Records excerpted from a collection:
==================================================

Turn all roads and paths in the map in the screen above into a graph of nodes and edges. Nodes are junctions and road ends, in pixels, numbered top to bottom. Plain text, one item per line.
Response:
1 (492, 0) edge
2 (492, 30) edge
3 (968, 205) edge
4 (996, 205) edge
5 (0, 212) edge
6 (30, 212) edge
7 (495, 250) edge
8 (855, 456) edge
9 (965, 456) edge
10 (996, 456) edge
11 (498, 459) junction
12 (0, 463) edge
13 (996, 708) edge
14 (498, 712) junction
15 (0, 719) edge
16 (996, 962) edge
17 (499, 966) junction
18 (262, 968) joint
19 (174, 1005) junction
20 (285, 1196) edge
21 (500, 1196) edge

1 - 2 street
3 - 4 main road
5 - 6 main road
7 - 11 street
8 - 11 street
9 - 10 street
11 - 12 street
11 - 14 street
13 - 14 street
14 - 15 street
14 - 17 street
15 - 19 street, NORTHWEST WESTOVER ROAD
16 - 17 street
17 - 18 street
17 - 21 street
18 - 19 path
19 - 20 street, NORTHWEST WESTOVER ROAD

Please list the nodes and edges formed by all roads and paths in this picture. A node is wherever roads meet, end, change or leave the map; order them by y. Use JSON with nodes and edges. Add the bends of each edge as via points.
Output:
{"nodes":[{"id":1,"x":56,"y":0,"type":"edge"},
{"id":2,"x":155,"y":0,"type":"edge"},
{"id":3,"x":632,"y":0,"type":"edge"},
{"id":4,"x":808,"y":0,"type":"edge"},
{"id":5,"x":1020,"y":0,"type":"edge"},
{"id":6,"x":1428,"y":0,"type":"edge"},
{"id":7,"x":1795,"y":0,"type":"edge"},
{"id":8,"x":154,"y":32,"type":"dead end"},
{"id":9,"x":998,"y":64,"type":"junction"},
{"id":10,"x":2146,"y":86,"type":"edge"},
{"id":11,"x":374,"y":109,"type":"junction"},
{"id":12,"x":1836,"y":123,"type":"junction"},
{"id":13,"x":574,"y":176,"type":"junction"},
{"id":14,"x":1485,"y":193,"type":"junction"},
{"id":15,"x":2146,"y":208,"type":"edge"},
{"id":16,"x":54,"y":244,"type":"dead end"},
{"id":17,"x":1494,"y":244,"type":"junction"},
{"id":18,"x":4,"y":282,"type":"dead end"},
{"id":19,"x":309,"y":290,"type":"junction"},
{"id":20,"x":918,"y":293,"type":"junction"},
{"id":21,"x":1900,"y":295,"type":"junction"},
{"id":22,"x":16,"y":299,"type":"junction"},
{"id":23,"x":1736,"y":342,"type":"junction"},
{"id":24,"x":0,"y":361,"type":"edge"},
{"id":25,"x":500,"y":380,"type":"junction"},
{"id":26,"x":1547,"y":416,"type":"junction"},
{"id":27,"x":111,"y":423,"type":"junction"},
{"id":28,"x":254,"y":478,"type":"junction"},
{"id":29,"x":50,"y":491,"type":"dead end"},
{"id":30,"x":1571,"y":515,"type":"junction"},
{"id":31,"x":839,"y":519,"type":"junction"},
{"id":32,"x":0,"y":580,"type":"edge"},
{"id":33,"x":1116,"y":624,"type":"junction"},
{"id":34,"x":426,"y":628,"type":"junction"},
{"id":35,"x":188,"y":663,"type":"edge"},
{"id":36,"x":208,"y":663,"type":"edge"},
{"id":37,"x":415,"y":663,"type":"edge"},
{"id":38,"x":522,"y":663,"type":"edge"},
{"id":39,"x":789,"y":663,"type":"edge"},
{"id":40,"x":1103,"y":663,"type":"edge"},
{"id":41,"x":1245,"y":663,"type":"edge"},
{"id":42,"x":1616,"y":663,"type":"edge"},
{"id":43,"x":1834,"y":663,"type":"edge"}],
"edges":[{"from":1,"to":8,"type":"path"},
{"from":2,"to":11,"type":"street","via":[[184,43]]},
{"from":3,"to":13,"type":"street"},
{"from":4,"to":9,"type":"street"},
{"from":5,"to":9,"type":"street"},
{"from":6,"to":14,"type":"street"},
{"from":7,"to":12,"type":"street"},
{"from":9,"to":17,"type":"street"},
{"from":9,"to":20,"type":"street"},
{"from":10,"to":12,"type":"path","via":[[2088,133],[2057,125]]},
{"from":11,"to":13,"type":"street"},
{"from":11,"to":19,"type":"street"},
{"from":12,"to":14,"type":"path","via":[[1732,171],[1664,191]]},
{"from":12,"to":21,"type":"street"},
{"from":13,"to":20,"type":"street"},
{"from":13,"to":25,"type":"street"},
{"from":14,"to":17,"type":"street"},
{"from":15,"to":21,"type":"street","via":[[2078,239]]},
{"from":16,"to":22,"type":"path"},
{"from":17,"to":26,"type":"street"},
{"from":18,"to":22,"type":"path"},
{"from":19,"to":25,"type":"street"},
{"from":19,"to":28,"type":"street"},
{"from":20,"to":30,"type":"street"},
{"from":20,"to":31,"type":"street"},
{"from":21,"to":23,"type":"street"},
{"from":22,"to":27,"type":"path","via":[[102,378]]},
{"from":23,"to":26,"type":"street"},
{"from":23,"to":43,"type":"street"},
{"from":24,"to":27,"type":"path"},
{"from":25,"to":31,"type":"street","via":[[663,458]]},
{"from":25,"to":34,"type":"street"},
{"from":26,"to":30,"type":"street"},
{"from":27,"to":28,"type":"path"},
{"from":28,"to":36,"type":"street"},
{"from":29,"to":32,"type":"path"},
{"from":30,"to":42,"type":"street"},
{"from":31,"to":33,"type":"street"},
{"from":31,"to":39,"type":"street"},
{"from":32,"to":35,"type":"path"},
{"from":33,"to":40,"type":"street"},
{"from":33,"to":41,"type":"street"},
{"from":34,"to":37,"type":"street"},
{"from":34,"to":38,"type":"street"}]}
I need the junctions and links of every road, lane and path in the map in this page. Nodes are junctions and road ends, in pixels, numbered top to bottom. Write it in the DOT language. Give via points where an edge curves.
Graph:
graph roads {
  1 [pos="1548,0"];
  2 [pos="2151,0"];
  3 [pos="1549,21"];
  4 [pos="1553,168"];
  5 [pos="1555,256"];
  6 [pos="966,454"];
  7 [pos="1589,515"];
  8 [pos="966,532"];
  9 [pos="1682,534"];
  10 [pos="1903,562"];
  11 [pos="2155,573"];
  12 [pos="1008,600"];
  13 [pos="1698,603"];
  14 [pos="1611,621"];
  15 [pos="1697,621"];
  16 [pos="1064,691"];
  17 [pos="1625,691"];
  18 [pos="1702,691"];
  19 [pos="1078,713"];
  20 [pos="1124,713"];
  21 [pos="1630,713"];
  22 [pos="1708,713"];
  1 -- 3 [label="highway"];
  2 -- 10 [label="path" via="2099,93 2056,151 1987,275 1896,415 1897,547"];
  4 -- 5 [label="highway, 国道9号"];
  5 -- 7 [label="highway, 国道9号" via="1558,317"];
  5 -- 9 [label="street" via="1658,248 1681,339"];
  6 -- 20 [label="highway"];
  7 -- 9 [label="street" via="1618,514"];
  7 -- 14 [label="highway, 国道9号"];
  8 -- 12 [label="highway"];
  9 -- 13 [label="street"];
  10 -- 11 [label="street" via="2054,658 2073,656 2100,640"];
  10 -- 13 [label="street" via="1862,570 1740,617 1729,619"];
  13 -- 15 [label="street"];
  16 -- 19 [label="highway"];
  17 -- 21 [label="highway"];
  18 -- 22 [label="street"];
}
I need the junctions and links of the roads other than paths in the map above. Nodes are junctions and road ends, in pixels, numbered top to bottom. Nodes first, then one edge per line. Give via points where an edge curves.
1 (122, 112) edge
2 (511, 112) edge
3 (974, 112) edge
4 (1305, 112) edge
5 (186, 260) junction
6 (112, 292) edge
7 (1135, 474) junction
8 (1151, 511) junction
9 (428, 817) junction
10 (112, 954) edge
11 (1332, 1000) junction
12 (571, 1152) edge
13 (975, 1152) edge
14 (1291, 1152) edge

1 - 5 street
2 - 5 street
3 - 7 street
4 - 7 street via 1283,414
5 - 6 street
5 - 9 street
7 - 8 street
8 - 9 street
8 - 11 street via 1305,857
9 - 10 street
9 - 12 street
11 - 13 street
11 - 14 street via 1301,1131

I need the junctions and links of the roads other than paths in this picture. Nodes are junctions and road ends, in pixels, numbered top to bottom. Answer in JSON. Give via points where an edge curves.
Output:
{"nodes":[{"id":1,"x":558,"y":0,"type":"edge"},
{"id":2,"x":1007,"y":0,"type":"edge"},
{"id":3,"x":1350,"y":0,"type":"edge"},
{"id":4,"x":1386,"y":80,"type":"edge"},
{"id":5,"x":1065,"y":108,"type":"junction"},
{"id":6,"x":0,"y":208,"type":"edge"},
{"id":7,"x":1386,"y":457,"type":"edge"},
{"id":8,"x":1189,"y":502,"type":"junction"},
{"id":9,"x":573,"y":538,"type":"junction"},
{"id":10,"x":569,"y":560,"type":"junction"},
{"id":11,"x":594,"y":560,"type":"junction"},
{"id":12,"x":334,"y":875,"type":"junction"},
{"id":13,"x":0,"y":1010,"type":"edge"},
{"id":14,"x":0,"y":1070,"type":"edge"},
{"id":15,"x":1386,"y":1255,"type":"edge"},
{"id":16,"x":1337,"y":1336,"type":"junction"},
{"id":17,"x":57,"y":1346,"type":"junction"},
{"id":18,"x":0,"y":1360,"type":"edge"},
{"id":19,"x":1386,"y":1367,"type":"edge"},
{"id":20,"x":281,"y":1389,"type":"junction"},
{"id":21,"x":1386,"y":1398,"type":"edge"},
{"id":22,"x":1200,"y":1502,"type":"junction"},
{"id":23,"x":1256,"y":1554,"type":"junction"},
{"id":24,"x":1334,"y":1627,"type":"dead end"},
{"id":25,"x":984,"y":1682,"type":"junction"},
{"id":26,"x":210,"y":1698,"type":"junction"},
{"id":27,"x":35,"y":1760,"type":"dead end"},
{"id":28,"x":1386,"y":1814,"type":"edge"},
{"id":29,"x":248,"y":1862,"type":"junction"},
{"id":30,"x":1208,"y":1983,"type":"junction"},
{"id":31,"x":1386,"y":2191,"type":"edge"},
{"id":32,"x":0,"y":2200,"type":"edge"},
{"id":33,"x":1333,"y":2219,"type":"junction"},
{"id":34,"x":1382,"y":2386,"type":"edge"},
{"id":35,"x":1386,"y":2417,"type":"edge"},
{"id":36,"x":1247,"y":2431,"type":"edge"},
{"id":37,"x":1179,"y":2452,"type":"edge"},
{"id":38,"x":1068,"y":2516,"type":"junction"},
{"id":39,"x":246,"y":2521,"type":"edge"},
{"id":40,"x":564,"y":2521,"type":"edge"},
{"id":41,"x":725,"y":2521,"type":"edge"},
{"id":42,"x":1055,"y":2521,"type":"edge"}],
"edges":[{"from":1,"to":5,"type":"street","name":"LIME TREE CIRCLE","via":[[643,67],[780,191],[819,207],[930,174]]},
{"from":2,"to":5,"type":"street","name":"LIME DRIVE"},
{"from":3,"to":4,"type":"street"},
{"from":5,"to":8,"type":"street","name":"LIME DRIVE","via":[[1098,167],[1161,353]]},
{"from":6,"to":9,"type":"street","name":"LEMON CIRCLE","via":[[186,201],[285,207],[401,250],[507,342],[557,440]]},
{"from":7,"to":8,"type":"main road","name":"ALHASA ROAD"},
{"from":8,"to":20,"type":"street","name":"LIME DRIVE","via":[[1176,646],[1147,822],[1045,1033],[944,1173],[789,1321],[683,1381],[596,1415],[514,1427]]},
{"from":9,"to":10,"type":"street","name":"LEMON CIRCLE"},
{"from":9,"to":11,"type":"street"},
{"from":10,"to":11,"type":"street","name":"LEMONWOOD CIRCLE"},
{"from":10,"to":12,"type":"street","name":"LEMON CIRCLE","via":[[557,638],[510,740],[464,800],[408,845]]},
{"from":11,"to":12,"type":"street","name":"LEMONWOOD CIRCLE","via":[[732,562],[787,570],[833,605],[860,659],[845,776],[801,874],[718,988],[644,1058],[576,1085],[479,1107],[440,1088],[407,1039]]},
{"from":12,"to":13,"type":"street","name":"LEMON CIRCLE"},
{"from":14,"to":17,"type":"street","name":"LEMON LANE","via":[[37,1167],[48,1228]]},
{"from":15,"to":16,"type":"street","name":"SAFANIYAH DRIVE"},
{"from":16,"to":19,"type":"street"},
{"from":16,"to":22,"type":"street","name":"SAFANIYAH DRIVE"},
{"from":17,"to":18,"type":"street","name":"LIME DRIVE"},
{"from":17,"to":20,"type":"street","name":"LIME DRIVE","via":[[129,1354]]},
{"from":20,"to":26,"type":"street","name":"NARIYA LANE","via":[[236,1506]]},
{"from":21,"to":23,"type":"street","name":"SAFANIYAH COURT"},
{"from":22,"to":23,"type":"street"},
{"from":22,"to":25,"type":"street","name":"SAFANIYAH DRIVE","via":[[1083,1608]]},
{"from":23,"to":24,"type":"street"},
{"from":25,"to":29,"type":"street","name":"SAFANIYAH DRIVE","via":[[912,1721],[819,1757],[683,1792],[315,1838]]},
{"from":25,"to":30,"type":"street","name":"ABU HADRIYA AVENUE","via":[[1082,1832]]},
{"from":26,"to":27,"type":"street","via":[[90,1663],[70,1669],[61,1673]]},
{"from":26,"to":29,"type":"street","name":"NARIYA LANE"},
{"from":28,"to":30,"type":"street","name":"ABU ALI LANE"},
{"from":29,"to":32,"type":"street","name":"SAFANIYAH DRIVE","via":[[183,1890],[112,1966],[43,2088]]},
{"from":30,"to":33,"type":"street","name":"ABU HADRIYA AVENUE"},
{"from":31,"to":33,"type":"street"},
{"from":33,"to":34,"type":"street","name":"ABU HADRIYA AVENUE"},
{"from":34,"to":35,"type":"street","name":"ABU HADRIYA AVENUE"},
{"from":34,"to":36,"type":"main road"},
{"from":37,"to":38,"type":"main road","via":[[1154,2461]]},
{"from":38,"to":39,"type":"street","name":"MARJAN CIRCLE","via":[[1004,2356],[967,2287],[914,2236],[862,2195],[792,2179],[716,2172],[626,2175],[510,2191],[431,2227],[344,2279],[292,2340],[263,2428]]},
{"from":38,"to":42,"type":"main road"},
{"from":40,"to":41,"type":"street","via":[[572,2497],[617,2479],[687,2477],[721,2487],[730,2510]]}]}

==================================================

[Exercise goal]:
Starting with the first line of the records above, give back each line exactly until the line with "Please list the" has been given as well.

[Response box]:
Turn all roads and paths in the map in the screen above into a graph of nodes and edges. Nodes are junctions and road ends, in pixels, numbered top to bottom. Plain text, one item per line.
Response:
1 (492, 0) edge
2 (492, 30) edge
3 (968, 205) edge
4 (996, 205) edge
5 (0, 212) edge
6 (30, 212) edge
7 (495, 250) edge
8 (855, 456) edge
9 (965, 456) edge
10 (996, 456) edge
11 (498, 459) junction
12 (0, 463) edge
13 (996, 708) edge
14 (498, 712) junction
15 (0, 719) edge
16 (996, 962) edge
17 (499, 966) junction
18 (262, 968) joint
19 (174, 1005) junction
20 (285, 1196) edge
21 (500, 1196) edge

1 - 2 street
3 - 4 main road
5 - 6 main road
7 - 11 street
8 - 11 street
9 - 10 street
11 - 12 street
11 - 14 street
13 - 14 street
14 - 15 street
14 - 17 street
15 - 19 street, NORTHWEST WESTOVER ROAD
16 - 17 street
17 - 18 street
17 - 21 street
18 - 19 path
19 - 20 street, NORTHWEST WESTOVER ROAD

Please list the nodes and edges formed by all roads and paths in this picture. A node is wherever roads meet, end, change or leave the map; order them by y. Use JSON with nodes and edges. Add the bends of each edge as via points.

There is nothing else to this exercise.